The Wisdom of Aikido for Life
"You will need to get a cultural visa if you want to work in Japan, Ronnie…how about Aikido?”, said Ted, my new housemate who was renting me a room in his old Japanese house in Kyoto. Ted had been in Japan for over 14 years at the time and he certainly knew the ins and outs of being a “gaijin” (foreigner) in Japan. A “cultural visa” was some sort of status the immigration authorities designated to put a framework around the scores of English-speaking foreigners who were streaming into Japan during the 1980’s to get high salaries for “English conversation teaching”- a term I learned quickly in Japan. It meant that you opened your “Native-Anglo mouth”, spoke English words and the Japanese “student” would put down in cash a startling sum of money for the “experience”.

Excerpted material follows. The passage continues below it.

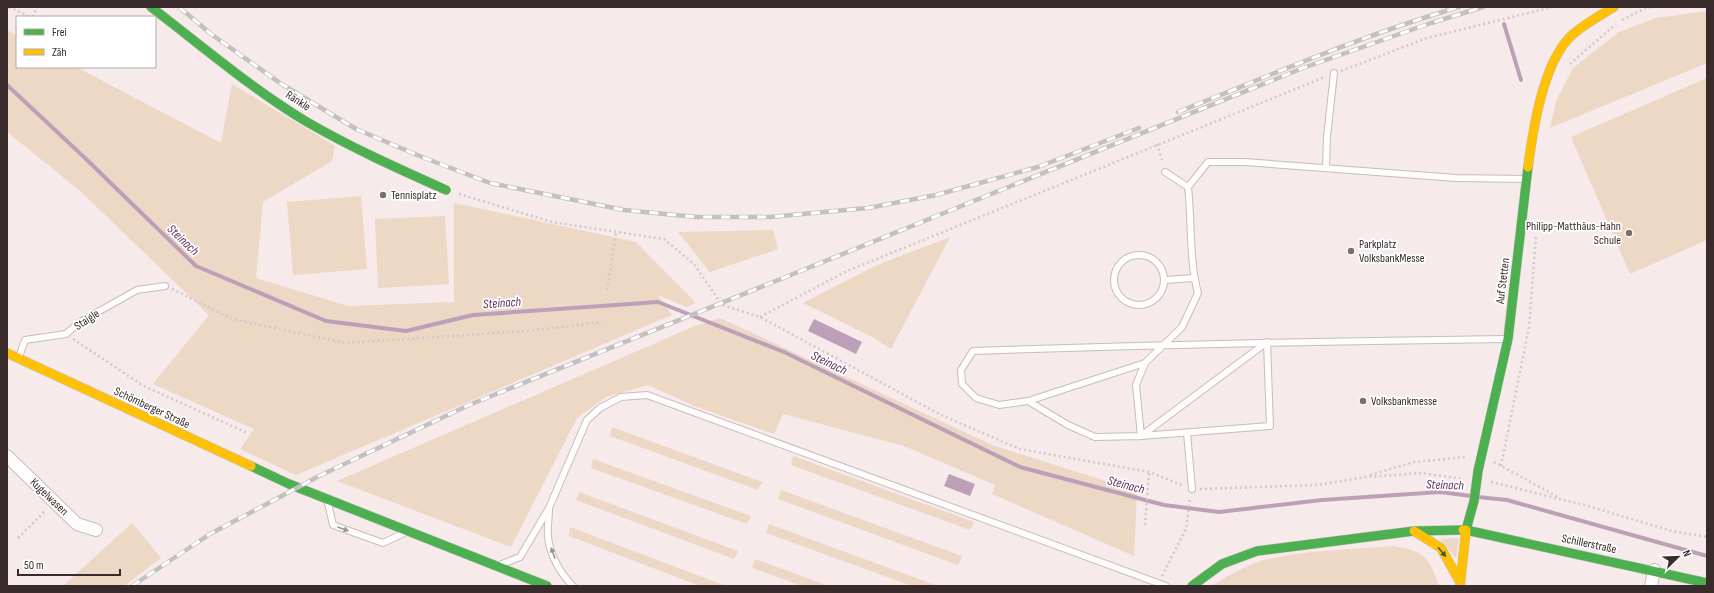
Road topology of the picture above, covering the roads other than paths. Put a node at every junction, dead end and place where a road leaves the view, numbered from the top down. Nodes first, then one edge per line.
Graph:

It was just what I needed at the time. Not yet 25, I was tired from a year of traveling through Asia with my backpack and sense of wanderlust. It was a truly amazing year, unlike any other of my life, and it made a deep imprint on how my life would unveil after that. There were 2 months of trekking the Himalayas, 5 months traversing India alone, on trains, busses, mixing in with the locals wherever possible. China was just opening up to independent tourism, and I grabbed at the opportunity, spending over two months all over this huge country, ending up disguising myself as a “local” in the very west of China: sneaking on to a dilapidated bus with a fellow Australian traveller, Danny Hakim, for a 3 day journey bound for Kashgar, a “forbidden city” for foreigners at the time. Kashgar was like going back centuries in time, it had not seen tourists in years; it was one of the westernmost cities of China populated by the Uyghur Islamic minority, near the border with Afghanistan, Kyrgyzstan, Tajikistan and Pakistan. Kashgar had served as a trading post and strategically important city on the Silk Road between China, the Middle East and Europe for over 2,000 years.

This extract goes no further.